The last time I tried to seriously talk to my father was the Spring of 1991. A friend of mine (acquainted with my father) came to visit. We had a pleasant chat and then I brought her back to say g-day to my father who was studying on his porch. When she arrived, he immediately got stuck into her about evolution. She went into shock, made her polite goodbyes as soon as possible, and left.
I went back to my dad and asked him not to debate my friends. Offended, he said, “Fine, I won’t talk to your friends.” I tried to explain that was necessary, just abstain from provoking them, but it did no good, and my father stopped talking to my friends and I gave up trying to talk to my father.
My father could not brook the slightest criticism (except from a handful of people). He was crippled by shame and anything that touched on this burden caused him to close off and to shut down.
My conversion to Judaism in 1993 was embarrassing to him, but not 1/1000th as embarrassing as my writing about the porn industry.
My fondest memories of my father include:
* Him bringing freshly squeezed orange juice to my room in the mornings
* His cooking
* His understanding of me
* His protection of me
* As a kid, I’d don my dressing gown like a cape and carry a broom like a lance and ride around on his back
* Dad was funny. For my 21st birthday, he prepared and delivered ten-minutes of jokes. After two hours, however, he couldn’t wait to usher people out of the house so he could return to his routine.
* When I developed an interest in philosophy around age 20, he spent hours reading up on the philosophers I was intrigued by and we would discuss them over dinner.
* Dad never tried to live through me.
My father baptized me into the invisible church of Jesus Christ in February of 1982. It was important to him and I got the hint and went along with the ritual with my best friend from childhood, Wayne Cherry, though this was also the month I got hooked on porn (Playboy, Penthouse, etc).

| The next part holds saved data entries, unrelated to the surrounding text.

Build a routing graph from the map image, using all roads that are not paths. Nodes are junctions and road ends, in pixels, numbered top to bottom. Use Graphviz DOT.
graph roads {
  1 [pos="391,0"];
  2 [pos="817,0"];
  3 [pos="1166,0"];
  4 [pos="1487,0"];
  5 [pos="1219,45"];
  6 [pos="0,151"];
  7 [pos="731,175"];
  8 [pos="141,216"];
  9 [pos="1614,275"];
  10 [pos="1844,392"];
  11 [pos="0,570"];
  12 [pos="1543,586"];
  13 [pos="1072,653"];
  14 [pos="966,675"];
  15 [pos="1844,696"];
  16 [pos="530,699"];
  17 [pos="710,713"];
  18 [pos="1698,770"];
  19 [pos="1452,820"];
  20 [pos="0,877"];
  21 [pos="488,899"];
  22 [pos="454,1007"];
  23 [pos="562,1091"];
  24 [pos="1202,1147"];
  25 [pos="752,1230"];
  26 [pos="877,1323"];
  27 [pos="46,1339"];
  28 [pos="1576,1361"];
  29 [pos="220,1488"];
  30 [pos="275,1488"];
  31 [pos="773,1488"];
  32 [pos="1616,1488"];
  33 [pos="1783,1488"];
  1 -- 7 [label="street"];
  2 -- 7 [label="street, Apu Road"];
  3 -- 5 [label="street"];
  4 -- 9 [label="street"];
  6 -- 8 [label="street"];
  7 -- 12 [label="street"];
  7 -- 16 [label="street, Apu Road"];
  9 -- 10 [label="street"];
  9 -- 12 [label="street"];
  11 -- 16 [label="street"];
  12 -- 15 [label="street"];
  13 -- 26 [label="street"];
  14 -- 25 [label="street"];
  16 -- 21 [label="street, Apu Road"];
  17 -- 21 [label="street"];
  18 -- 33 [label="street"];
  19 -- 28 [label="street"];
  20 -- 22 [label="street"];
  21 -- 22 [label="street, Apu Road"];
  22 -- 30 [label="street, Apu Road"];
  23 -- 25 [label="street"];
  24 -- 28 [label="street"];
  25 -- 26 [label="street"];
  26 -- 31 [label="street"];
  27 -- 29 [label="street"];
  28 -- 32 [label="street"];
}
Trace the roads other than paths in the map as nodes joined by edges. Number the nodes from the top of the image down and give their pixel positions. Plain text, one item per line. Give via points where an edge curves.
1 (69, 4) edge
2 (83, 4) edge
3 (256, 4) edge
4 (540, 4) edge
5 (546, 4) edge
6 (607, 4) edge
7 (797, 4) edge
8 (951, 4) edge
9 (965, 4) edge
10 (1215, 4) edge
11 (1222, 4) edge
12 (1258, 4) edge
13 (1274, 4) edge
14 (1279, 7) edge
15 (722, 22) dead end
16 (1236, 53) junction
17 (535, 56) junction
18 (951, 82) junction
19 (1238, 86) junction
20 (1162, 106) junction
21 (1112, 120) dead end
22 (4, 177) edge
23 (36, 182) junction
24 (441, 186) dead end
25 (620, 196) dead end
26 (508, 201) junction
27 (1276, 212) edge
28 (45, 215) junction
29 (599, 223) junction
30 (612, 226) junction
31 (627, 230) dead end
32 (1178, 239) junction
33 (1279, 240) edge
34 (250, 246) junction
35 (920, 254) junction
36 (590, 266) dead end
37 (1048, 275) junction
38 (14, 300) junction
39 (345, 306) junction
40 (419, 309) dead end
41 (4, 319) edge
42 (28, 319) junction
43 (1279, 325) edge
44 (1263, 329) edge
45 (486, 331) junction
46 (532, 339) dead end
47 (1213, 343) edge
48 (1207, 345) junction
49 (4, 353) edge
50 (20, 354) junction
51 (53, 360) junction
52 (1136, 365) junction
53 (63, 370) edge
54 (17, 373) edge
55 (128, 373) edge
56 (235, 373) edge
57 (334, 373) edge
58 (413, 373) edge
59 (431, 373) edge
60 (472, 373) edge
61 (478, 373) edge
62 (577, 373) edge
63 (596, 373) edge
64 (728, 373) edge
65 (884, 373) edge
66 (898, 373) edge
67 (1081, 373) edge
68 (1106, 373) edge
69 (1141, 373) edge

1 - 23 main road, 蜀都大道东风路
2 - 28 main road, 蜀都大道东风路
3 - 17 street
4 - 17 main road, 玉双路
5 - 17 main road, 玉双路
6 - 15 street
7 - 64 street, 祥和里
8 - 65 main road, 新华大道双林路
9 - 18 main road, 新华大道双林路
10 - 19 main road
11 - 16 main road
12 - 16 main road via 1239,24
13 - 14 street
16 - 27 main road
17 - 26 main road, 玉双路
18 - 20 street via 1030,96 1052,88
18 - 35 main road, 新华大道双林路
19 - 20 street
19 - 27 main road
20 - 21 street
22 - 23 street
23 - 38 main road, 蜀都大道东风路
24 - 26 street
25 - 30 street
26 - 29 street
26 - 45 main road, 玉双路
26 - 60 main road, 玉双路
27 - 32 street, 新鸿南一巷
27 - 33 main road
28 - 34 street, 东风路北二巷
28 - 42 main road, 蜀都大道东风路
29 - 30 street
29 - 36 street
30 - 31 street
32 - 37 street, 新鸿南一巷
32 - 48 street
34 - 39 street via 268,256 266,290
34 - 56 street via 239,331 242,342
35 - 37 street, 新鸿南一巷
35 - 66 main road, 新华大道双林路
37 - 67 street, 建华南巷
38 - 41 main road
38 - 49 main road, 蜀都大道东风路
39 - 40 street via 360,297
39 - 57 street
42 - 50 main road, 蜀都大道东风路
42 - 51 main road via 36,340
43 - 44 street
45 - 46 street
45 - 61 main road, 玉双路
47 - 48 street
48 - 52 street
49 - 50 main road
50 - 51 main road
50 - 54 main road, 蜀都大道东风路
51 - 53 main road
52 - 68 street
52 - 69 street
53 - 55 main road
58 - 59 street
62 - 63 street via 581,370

* I ran into some Seventh-Day Adventist intellectuals in 2010 who knew my father and they said that I seemed a much happier man.
* Two of my girlfriends found him frightening (ala intimidating). They suddenly understood why I turned out as I had. One couldn’t wait to get away from my strict home so she could stuff her face with cupcakes.
* My father didn’t enjoy life. One of his most memorable sayings was, “I don’t give a cracker for this life.”
* Every few years after I converted to Judaism, dad would mail me tracts and books to try to bring me back to the church. I’d toss them in the trash.
* Circa 1992, I published a letter to Spectrum magazine about my recollections of Glacier View, and when my father read it (he was on a speaking tour of Australia), he ran to the bathroom and retched.
* My father was often away preaching when I was growing up. He wrote home regularly but his handwriting was so poor, I rarely put much effort into deciphering it.
* I see movies and TV shows about kids who get disappointed because their dad doesn’t show up for their birthday party or other celebration. I don’t understand this. Wouldn’t you rather party with your mates?
* When I was a kid, I’d often invent elaborate games. I’d be asked, why don’t you play that with your father? “Oh no,” I’d reply, “my dad would have no interest. It would be pure torture. He’d rather be studying.”
When dad would play with me as a kid, he’d usually carry such an air of burdened obligation that I quickly learned to stop asking him. I think the last time we threw a ball around was in 8th grade and his shoulder popped out of its socket and he was in agony.